═══ DATA PROVIDED ═══

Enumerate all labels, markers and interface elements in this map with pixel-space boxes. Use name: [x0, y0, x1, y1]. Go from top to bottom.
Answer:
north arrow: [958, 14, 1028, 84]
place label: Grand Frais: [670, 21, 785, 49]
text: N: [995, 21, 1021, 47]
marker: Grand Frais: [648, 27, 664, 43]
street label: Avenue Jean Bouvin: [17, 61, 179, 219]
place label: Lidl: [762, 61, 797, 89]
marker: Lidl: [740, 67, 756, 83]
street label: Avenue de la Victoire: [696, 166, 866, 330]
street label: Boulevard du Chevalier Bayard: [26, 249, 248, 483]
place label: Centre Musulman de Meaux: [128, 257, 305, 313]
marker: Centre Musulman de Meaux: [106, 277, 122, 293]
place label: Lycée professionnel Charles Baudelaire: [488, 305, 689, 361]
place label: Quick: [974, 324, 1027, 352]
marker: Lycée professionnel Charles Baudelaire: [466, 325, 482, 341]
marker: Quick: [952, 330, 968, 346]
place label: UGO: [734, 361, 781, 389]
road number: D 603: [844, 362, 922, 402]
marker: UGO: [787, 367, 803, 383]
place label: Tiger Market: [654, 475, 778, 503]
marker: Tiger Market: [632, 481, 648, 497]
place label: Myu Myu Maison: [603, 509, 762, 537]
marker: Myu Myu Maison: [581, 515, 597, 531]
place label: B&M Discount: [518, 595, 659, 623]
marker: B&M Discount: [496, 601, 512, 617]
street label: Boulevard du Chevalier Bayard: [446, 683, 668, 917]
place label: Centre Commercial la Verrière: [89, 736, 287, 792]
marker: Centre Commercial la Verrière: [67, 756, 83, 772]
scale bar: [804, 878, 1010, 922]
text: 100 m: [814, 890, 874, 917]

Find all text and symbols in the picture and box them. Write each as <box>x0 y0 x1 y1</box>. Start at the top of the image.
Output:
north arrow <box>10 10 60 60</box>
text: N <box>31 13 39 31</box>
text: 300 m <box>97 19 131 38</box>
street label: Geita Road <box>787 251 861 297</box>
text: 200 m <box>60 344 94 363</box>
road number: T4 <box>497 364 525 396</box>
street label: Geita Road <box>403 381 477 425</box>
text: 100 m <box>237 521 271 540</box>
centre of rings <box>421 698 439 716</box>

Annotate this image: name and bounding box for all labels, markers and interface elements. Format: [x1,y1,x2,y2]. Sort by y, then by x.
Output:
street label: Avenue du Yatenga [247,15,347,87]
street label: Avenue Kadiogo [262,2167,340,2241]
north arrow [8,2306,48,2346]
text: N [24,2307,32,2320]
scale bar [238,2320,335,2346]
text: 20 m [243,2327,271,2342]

═══

> [DIRECTIONS FOR THIS TASK]
Check each line of the data above for the word "labels" and copy the ones where it is found.

> [ANSWER SPACE]
Enumerate all labels, markers and interface elements in this map with pixel-space boxes. Use name: [x0, y0, x1, y1]. Go from top to bottom.
Annotate this image: name and bounding box for all labels, markers and interface elements. Format: [x1,y1,x2,y2]. Sort by y, then by x.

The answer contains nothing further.